También está el verbo de "plegar" para decir que es la hora de salir del trabajo. Un día se lo solté a unos madrileños sin darme cuenta.

O sea que no sólo se pueden plegar sillas y mesas, entre otras cosas.


----------



## mithrellas

betulina said:


> "Si no t'agrada, deixa-ho estar i _a otra cosa, mariposa_".
> 
> Sí, yo creo que a menudo decimos palabras o frases del otro idioma, pero casi siempre somos conscientes de ello. Con esto no quiero decir que cuando decimos "un carrer _peatonal_" (una calle peatonal) todos seamos conscientes de que _peatonal_ no es correcto en catalán. De hecho, creo que en estos casos "enmascarados" no sabemos que estamos diciendo una palabra castellana.

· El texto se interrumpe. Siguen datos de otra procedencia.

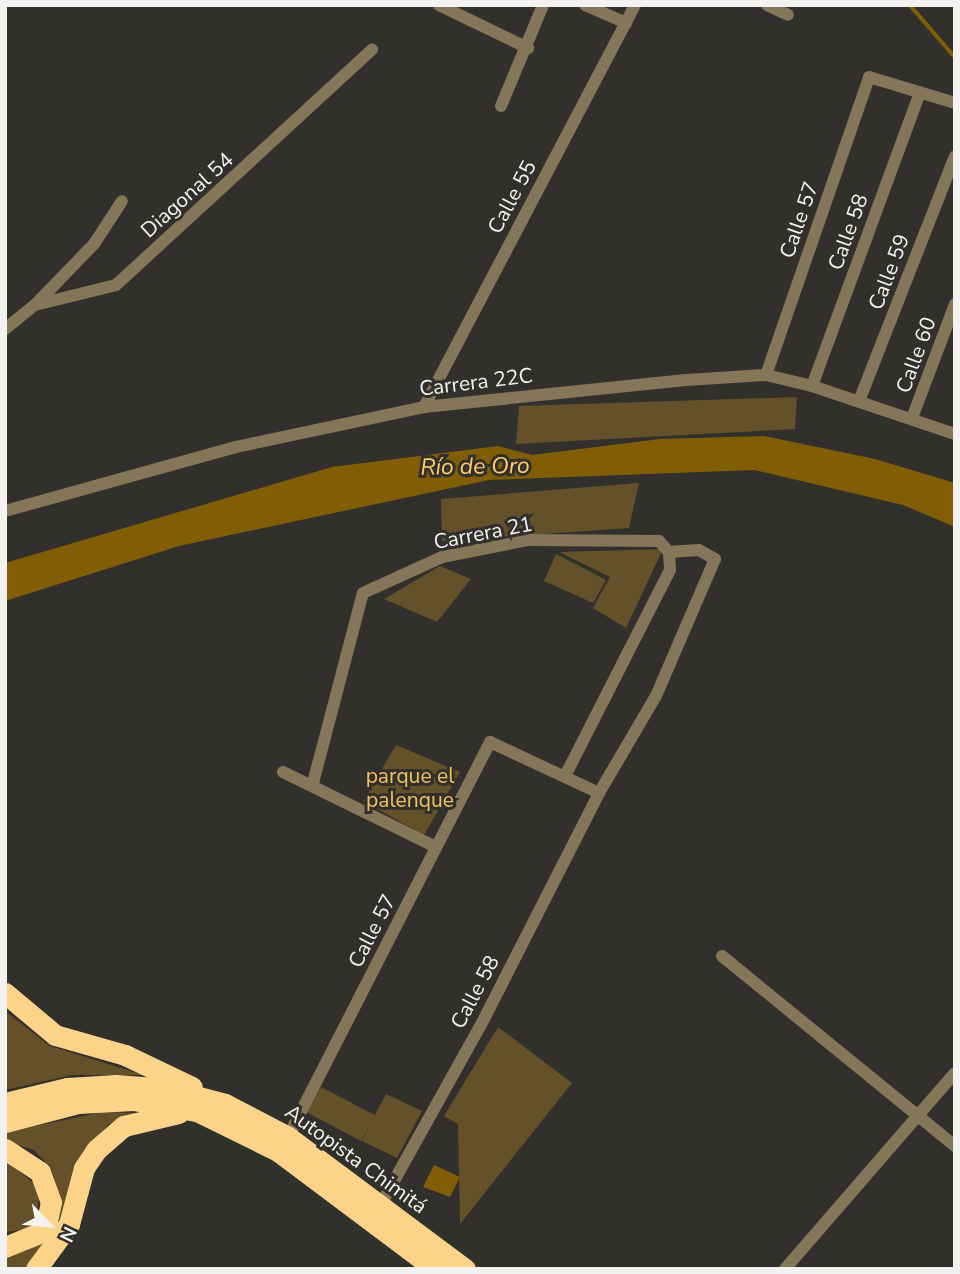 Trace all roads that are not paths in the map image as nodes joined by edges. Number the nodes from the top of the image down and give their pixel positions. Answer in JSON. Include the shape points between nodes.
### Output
{"nodes":[{"id":1,"x":439,"y":5,"type":"edge"},
{"id":2,"x":543,"y":5,"type":"edge"},
{"id":3,"x":585,"y":5,"type":"edge"},
{"id":4,"x":635,"y":5,"type":"edge"},
{"id":5,"x":766,"y":5,"type":"edge"},
{"id":6,"x":788,"y":15,"type":"dead end"},
{"id":7,"x":626,"y":23,"type":"junction"},
{"id":8,"x":528,"y":48,"type":"junction"},
{"id":9,"x":372,"y":50,"type":"dead end"},
{"id":10,"x":920,"y":92,"type":"junction"},
{"id":11,"x":955,"y":103,"type":"edge"},
{"id":12,"x":501,"y":106,"type":"dead end"},
{"id":13,"x":955,"y":156,"type":"edge"},
{"id":14,"x":122,"y":201,"type":"dead end"},
{"id":15,"x":955,"y":304,"type":"edge"},
{"id":16,"x":35,"y":305,"type":"junction"},
{"id":17,"x":5,"y":329,"type":"edge"},
{"id":18,"x":766,"y":375,"type":"junction"},
{"id":19,"x":812,"y":386,"type":"junction"},
{"id":20,"x":859,"y":401,"type":"junction"},
{"id":21,"x":424,"y":407,"type":"junction"},
{"id":22,"x":912,"y":418,"type":"junction"},
{"id":23,"x":955,"y":434,"type":"edge"},
{"id":24,"x":5,"y":511,"type":"edge"},
{"id":25,"x":668,"y":552,"type":"junction"},
{"id":26,"x":283,"y":772,"type":"dead end"},
{"id":27,"x":565,"y":776,"type":"junction"},
{"id":28,"x":313,"y":783,"type":"junction"},
{"id":29,"x":599,"y":793,"type":"junction"},
{"id":30,"x":436,"y":847,"type":"junction"},
{"id":31,"x":722,"y":956,"type":"dead end"},
{"id":32,"x":5,"y":993,"type":"edge"},
{"id":33,"x":955,"y":1073,"type":"edge"},
{"id":34,"x":5,"y":1103,"type":"edge"},
{"id":35,"x":225,"y":1104,"type":"junction"},
{"id":36,"x":197,"y":1111,"type":"junction"},
{"id":37,"x":919,"y":1113,"type":"junction"},
{"id":38,"x":5,"y":1122,"type":"edge"},
{"id":39,"x":288,"y":1137,"type":"junction"},
{"id":40,"x":955,"y":1146,"type":"edge"},
{"id":41,"x":5,"y":1149,"type":"edge"},
{"id":42,"x":380,"y":1206,"type":"junction"},
{"id":43,"x":5,"y":1247,"type":"edge"},
{"id":44,"x":36,"y":1269,"type":"edge"},
{"id":45,"x":435,"y":1269,"type":"edge"},
{"id":46,"x":465,"y":1269,"type":"edge"},
{"id":47,"x":785,"y":1269,"type":"edge"}],
"edges":[{"from":1,"to":8,"type":"street"},
{"from":2,"to":8,"type":"street"},
{"from":3,"to":7,"type":"street"},
{"from":4,"to":7,"type":"street","name":"Calle 55"},
{"from":5,"to":6,"type":"street"},
{"from":7,"to":21,"type":"street","name":"Calle 55"},
{"from":8,"to":12,"type":"street"},
{"from":9,"to":16,"type":"street","name":"Diagonal 54","via":[[116,285]]},
{"from":10,"to":11,"type":"street"},
{"from":10,"to":18,"type":"street","name":"Calle 57","via":[[869,77]]},
{"from":10,"to":19,"type":"street","name":"Calle 58"},
{"from":13,"to":20,"type":"street","name":"Calle 59"},
{"from":14,"to":16,"type":"street","via":[[94,244]]},
{"from":15,"to":22,"type":"street","name":"Calle 60"},
{"from":16,"to":17,"type":"street","name":"Diagonal 54"},
{"from":18,"to":19,"type":"street","name":"Carrera 22C"},
{"from":18,"to":21,"type":"street","name":"Carrera 22C"},
{"from":19,"to":20,"type":"street","name":"Carrera 22C"},
{"from":20,"to":22,"type":"street","name":"Carrera 22C"},
{"from":21,"to":24,"type":"street","name":"Carrera 22C","via":[[236,447]]},
{"from":22,"to":23,"type":"street","name":"Carrera 22C"},
{"from":25,"to":27,"type":"street","via":[[670,570]]},
{"from":25,"to":28,"type":"street","name":"Carrera 21","via":[[659,541],[528,540],[442,557],[363,593]]},
{"from":25,"to":29,"type":"street","name":"Calle 58","via":[[699,550],[715,559],[656,696]]},
{"from":26,"to":28,"type":"street"},
{"from":27,"to":29,"type":"street"},
{"from":27,"to":30,"type":"street","name":"Calle 57","via":[[490,742]]},
{"from":28,"to":30,"type":"street"},
{"from":29,"to":42,"type":"street","name":"Calle 58","via":[[485,1017]]},
{"from":30,"to":39,"type":"street","name":"Calle 57"},
{"from":31,"to":37,"type":"street"},
{"from":32,"to":35,"type":"highway","via":[[55,1035],[125,1055]]},
{"from":33,"to":37,"type":"street"},
{"from":34,"to":35,"type":"highway","name":"Autopista Chimitá","via":[[67,1088],[116,1085],[168,1089]]},
{"from":35,"to":39,"type":"highway","name":"Autopista Chimitá"},
{"from":36,"to":38,"type":"highway","name":"Autopista Chimitá","via":[[133,1100],[78,1103]]},
{"from":36,"to":44,"type":"highway","via":[[143,1118],[109,1136],[84,1168],[69,1224]]},
{"from":36,"to":45,"type":"highway","name":"Autopista Chimitá","via":[[278,1151]]},
{"from":37,"to":40,"type":"street"},
{"from":37,"to":47,"type":"street"},
{"from":39,"to":42,"type":"highway","name":"Autopista Chimitá"},
{"from":41,"to":43,"type":"highway","via":[[40,1172],[51,1202],[47,1221],[37,1234]]},
{"from":42,"to":46,"type":"highway","name":"Autopista Chimitá"}]} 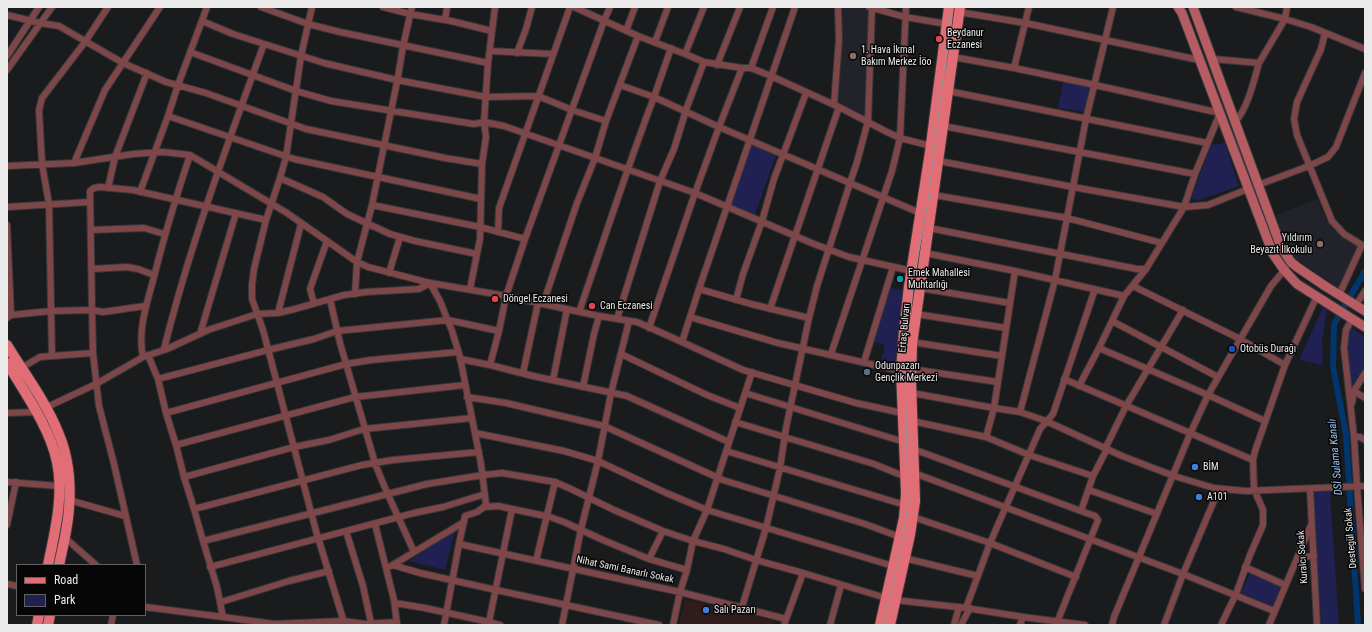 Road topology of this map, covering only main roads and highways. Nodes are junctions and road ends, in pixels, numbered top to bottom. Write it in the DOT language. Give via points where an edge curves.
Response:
graph roads {
  1 [pos="949,7"];
  2 [pos="1178,7"];
  3 [pos="1194,7"];
  4 [pos="959,9"];
  5 [pos="1365,311"];
  6 [pos="1365,327"];
  7 [pos="7,345"];
  8 [pos="7,364"];
  9 [pos="906,370"];
  10 [pos="41,410"];
  11 [pos="910,475"];
  12 [pos="48,564"];
  13 [pos="59,564"];
  14 [pos="891,599"];
  15 [pos="880,625"];
  16 [pos="890,625"];
  1 -- 9 [label="main road, Ertaş Bulvarı" via="904,331"];
  2 -- 6 [label="main road" via="1273,254 1297,284"];
  3 -- 5 [label="main road" via="1281,247 1291,262"];
  4 -- 9 [label="main road, Ertaş Bulvarı" via="939,161"];
  7 -- 10 [label="main road"];
  8 -- 10 [label="main road"];
  9 -- 11 [label="main road, Ertaş Bulvarı" via="902,413"];
  9 -- 11 [label="main road, Ertaş Bulvarı" via="912,394 913,449"];
  10 -- 12 [label="main road" via="57,461 59,486 59,508"];
  10 -- 13 [label="main road" via="58,432 68,474 69,507"];
  11 -- 14 [label="main road, Ertaş Bulvarı" via="893,566"];
  11 -- 14 [label="main road, Ertaş Bulvarı" via="915,501 913,517"];
  14 -- 15 [label="main road, Ertaş Bulvarı"];
  14 -- 16 [label="main road, Ertaş Bulvarı"];
}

Creo que en este sentido el castellanoparlante tiene más consciencia de las palabras catalanas que utiliza que el catalanoparlante de las castellanas.


 
Tienes razón Betulina, cuando son frases hechas solemos ser conscientes de que son en el otro idioma. 
En cambio cuando son palabras sueltas a veces las soltamos tal cual sin darnos cuenta de que son del otro idioma.
En mi caso, aunque sepa que debería ser "carrer per als vianants", lo de "peatonal" me suena mejor (seguramente por costumbre).

También se da el caso de gente que catalaniza una palabra castellana (p. ej.: "vistaso" por ullada, "emputxat" por empès) o castellaniza una palabra catalana ("pesoles" por guisantes o "boletos" por setas). 
En estas situaciones sí diría que es porque no conocen la palabra del otro idioma.


----------



## panjabigator

Fa molts dias retorno a aquest fil (thread?).  L'utilizacio (el uso?) de la paraula "ojala" amb la pronuncio castellana seria un exemple de una mescla entre idiomas, no? 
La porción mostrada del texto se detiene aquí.